Edson Schuyler Lott II

Profile
- Position: Tackle

Personal information
- Born: January 17, 1905 New York, New York, U.S.
- Died: June 28, 1992 (aged 87) Haverford, Pennsylvania, U.S.

Career information
- High school: Lawrenceville School (NJ)
- College: Columbia

Career history
- Orange Tornadoes (1929); Brooklyn Dodgers (1930);
- Stats at Pro Football Reference

= Edson Schuyler Lott II =

American football player (1905–1992)

Edson Schuyler Lott II (January 17, 1905 – June 28, 1992), referred to in one source as John Lott, was an American football player and officer in the U.S. Coast Guard.
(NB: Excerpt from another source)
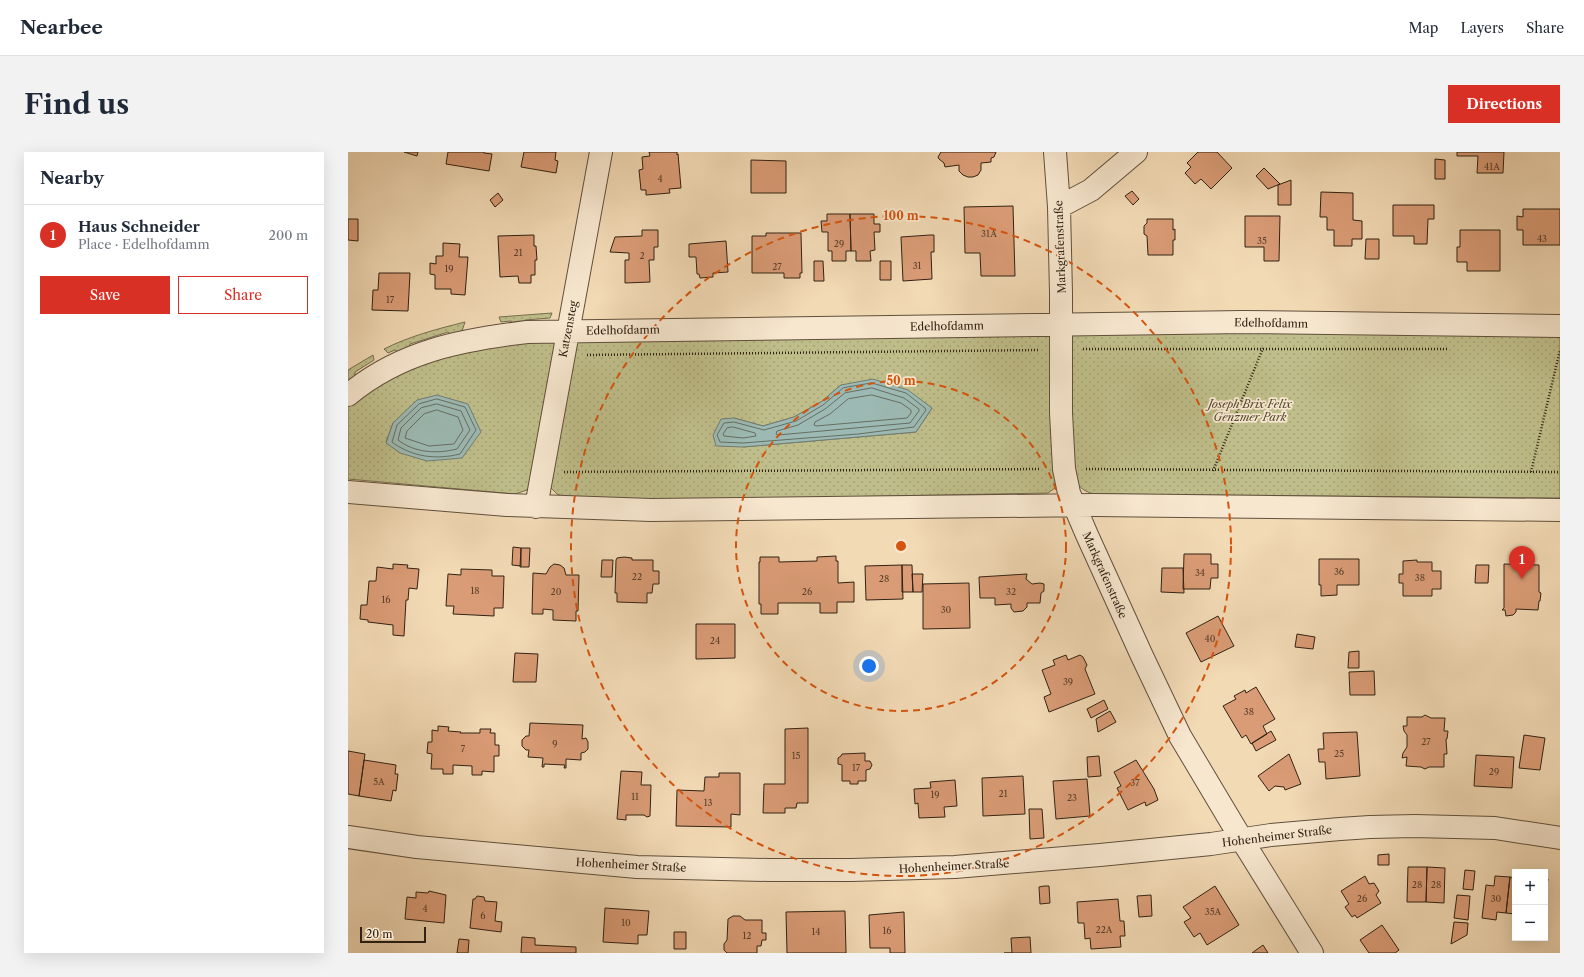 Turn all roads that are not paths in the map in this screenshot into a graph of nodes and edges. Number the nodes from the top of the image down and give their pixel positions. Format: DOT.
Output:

Lott was born in 1905 in New York City. He was the grandson of Edson S. Lott, president of the United States Casualty Company. Lott attended the Horace Mann School, the New York Military Academy, and the Lawrenceville School. While at Lawrenceville, he played right tackle on the school football team, was captain of the track team, and won the school's heavyweight boxing championship. He broke a school record by appearing in every quarter of every football game for four consecutive years. He also played for the Columbia University junior varsity football team.

Lott also played at the tackle position in the National Football League (NFL) for the Orange Tornadoes in 1929 and for the Brooklyn Dodgers in 1930. He appeared in four NFL games.

Lott worked professionally as an agent for the United States Casualty Company. He was married to Broadway dancing star Clair Cole, but they were divorced in 1933. He married for a second time to Gloria Edgerton Heublein in December 1934.

Lott also attained the rank of lieutenant commander in the U.S. Coast Guard. He died in 1992 at age 87.